▸ **Given records**
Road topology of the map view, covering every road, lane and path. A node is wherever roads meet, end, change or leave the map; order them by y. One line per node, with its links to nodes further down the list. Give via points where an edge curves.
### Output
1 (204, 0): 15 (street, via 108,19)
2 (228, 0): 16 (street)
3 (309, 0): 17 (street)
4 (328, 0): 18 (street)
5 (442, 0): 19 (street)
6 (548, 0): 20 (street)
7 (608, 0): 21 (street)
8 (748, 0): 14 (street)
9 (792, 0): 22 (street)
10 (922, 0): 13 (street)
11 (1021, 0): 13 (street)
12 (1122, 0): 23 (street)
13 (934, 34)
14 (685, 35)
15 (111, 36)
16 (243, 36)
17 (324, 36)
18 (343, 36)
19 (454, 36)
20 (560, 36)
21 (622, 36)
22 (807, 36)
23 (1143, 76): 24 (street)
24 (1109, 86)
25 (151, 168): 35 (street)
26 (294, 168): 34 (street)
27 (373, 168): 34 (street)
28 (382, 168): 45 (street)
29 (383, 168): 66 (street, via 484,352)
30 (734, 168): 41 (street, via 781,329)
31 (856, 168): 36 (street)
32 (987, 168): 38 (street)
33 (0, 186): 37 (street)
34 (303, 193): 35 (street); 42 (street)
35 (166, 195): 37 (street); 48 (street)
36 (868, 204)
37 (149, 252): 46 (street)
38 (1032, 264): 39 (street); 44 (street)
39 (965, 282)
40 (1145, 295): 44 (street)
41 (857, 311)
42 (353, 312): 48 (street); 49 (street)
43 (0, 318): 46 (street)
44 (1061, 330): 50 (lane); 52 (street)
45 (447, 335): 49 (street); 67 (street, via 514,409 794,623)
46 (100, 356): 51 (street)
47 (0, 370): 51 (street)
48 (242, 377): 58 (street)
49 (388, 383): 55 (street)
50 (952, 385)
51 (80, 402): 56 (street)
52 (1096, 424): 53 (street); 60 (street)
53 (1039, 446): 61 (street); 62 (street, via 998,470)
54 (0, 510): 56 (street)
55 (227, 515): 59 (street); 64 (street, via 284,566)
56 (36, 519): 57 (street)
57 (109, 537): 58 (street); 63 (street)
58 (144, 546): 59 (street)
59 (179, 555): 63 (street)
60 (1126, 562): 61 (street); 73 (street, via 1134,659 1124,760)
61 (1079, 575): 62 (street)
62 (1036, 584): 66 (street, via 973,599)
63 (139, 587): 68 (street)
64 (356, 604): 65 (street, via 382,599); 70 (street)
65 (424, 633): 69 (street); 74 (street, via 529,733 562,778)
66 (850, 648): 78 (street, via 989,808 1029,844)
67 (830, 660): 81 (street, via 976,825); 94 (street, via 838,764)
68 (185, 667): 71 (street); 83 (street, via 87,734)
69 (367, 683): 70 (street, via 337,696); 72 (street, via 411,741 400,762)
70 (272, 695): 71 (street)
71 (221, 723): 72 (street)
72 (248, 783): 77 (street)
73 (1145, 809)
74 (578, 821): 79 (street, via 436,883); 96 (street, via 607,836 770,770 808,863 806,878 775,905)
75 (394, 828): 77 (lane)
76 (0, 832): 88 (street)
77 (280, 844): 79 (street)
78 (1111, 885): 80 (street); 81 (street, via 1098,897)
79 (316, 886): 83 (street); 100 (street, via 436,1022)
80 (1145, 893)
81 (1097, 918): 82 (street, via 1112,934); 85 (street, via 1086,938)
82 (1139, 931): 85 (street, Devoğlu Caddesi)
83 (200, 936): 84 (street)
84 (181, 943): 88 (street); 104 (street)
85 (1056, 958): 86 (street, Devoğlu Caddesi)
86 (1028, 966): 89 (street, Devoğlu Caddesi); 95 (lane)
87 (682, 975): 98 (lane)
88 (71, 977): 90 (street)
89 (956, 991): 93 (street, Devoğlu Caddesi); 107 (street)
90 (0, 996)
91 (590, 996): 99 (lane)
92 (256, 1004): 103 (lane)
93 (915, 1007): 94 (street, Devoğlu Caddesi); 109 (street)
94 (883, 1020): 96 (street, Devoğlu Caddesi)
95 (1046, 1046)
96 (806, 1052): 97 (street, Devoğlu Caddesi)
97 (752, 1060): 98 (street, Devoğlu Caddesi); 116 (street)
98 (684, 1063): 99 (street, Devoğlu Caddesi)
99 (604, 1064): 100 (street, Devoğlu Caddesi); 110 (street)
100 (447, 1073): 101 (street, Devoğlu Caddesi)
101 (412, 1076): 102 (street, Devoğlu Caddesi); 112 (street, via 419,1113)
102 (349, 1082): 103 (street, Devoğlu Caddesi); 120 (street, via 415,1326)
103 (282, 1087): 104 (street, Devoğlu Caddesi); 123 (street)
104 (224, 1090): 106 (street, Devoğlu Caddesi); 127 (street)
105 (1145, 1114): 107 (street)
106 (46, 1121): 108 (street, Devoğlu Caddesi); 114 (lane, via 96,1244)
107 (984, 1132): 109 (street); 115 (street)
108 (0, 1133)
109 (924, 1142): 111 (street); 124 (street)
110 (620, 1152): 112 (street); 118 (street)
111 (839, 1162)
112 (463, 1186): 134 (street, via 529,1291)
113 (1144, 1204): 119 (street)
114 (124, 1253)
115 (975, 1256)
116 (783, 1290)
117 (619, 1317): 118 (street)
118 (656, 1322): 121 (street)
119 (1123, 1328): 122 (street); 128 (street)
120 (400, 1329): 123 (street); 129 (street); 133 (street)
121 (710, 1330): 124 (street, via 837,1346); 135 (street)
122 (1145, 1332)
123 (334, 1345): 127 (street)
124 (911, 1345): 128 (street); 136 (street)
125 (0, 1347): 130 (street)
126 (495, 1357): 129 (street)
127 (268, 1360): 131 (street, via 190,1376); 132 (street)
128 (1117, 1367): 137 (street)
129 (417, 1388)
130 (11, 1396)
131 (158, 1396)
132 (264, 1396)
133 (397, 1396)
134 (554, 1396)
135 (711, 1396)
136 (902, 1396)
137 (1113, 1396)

▸ **Prompt**
Give a word-for-word restatement of every record.

▸ **Answer box**
Road topology of the map view, covering every road, lane and path. A node is wherever roads meet, end, change or leave the map; order them by y. One line per node, with its links to nodes further down the list. Give via points where an edge curves.
### Output
1 (204, 0): 15 (street, via 108,19)
2 (228, 0): 16 (street)
3 (309, 0): 17 (street)
4 (328, 0): 18 (street)
5 (442, 0): 19 (street)
6 (548, 0): 20 (street)
7 (608, 0): 21 (street)
8 (748, 0): 14 (street)
9 (792, 0): 22 (street)
10 (922, 0): 13 (street)
11 (1021, 0): 13 (street)
12 (1122, 0): 23 (street)
13 (934, 34)
14 (685, 35)
15 (111, 36)
16 (243, 36)
17 (324, 36)
18 (343, 36)
19 (454, 36)
20 (560, 36)
21 (622, 36)
22 (807, 36)
23 (1143, 76): 24 (street)
24 (1109, 86)
25 (151, 168): 35 (street)
26 (294, 168): 34 (street)
27 (373, 168): 34 (street)
28 (382, 168): 45 (street)
29 (383, 168): 66 (street, via 484,352)
30 (734, 168): 41 (street, via 781,329)
31 (856, 168): 36 (street)
32 (987, 168): 38 (street)
33 (0, 186): 37 (street)
34 (303, 193): 35 (street); 42 (street)
35 (166, 195): 37 (street); 48 (street)
36 (868, 204)
37 (149, 252): 46 (street)
38 (1032, 264): 39 (street); 44 (street)
39 (965, 282)
40 (1145, 295): 44 (street)
41 (857, 311)
42 (353, 312): 48 (street); 49 (street)
43 (0, 318): 46 (street)
44 (1061, 330): 50 (lane); 52 (street)
45 (447, 335): 49 (street); 67 (street, via 514,409 794,623)
46 (100, 356): 51 (street)
47 (0, 370): 51 (street)
48 (242, 377): 58 (street)
49 (388, 383): 55 (street)
50 (952, 385)
51 (80, 402): 56 (street)
52 (1096, 424): 53 (street); 60 (street)
53 (1039, 446): 61 (street); 62 (street, via 998,470)
54 (0, 510): 56 (street)
55 (227, 515): 59 (street); 64 (street, via 284,566)
56 (36, 519): 57 (street)
57 (109, 537): 58 (street); 63 (street)
58 (144, 546): 59 (street)
59 (179, 555): 63 (street)
60 (1126, 562): 61 (street); 73 (street, via 1134,659 1124,760)
61 (1079, 575): 62 (street)
62 (1036, 584): 66 (street, via 973,599)
63 (139, 587): 68 (street)
64 (356, 604): 65 (street, via 382,599); 70 (street)
65 (424, 633): 69 (street); 74 (street, via 529,733 562,778)
66 (850, 648): 78 (street, via 989,808 1029,844)
67 (830, 660): 81 (street, via 976,825); 94 (street, via 838,764)
68 (185, 667): 71 (street); 83 (street, via 87,734)
69 (367, 683): 70 (street, via 337,696); 72 (street, via 411,741 400,762)
70 (272, 695): 71 (street)
71 (221, 723): 72 (street)
72 (248, 783): 77 (street)
73 (1145, 809)
74 (578, 821): 79 (street, via 436,883); 96 (street, via 607,836 770,770 808,863 806,878 775,905)
75 (394, 828): 77 (lane)
76 (0, 832): 88 (street)
77 (280, 844): 79 (street)
78 (1111, 885): 80 (street); 81 (street, via 1098,897)
79 (316, 886): 83 (street); 100 (street, via 436,1022)
80 (1145, 893)
81 (1097, 918): 82 (street, via 1112,934); 85 (street, via 1086,938)
82 (1139, 931): 85 (street, Devoğlu Caddesi)
83 (200, 936): 84 (street)
84 (181, 943): 88 (street); 104 (street)
85 (1056, 958): 86 (street, Devoğlu Caddesi)
86 (1028, 966): 89 (street, Devoğlu Caddesi); 95 (lane)
87 (682, 975): 98 (lane)
88 (71, 977): 90 (street)
89 (956, 991): 93 (street, Devoğlu Caddesi); 107 (street)
90 (0, 996)
91 (590, 996): 99 (lane)
92 (256, 1004): 103 (lane)
93 (915, 1007): 94 (street, Devoğlu Caddesi); 109 (street)
94 (883, 1020): 96 (street, Devoğlu Caddesi)
95 (1046, 1046)
96 (806, 1052): 97 (street, Devoğlu Caddesi)
97 (752, 1060): 98 (street, Devoğlu Caddesi); 116 (street)
98 (684, 1063): 99 (street, Devoğlu Caddesi)
99 (604, 1064): 100 (street, Devoğlu Caddesi); 110 (street)
100 (447, 1073): 101 (street, Devoğlu Caddesi)
101 (412, 1076): 102 (street, Devoğlu Caddesi); 112 (street, via 419,1113)
102 (349, 1082): 103 (street, Devoğlu Caddesi); 120 (street, via 415,1326)
103 (282, 1087): 104 (street, Devoğlu Caddesi); 123 (street)
104 (224, 1090): 106 (street, Devoğlu Caddesi); 127 (street)
105 (1145, 1114): 107 (street)
106 (46, 1121): 108 (street, Devoğlu Caddesi); 114 (lane, via 96,1244)
107 (984, 1132): 109 (street); 115 (street)
108 (0, 1133)
109 (924, 1142): 111 (street); 124 (street)
110 (620, 1152): 112 (street); 118 (street)
111 (839, 1162)
112 (463, 1186): 134 (street, via 529,1291)
113 (1144, 1204): 119 (street)
114 (124, 1253)
115 (975, 1256)
116 (783, 1290)
117 (619, 1317): 118 (street)
118 (656, 1322): 121 (street)
119 (1123, 1328): 122 (street); 128 (street)
120 (400, 1329): 123 (street); 129 (street); 133 (street)
121 (710, 1330): 124 (street, via 837,1346); 135 (street)
122 (1145, 1332)
123 (334, 1345): 127 (street)
124 (911, 1345): 128 (street); 136 (street)
125 (0, 1347): 130 (street)
126 (495, 1357): 129 (street)
127 (268, 1360): 131 (street, via 190,1376); 132 (street)
128 (1117, 1367): 137 (street)
129 (417, 1388)
130 (11, 1396)
131 (158, 1396)
132 (264, 1396)
133 (397, 1396)
134 (554, 1396)
135 (711, 1396)
136 (902, 1396)
137 (1113, 1396)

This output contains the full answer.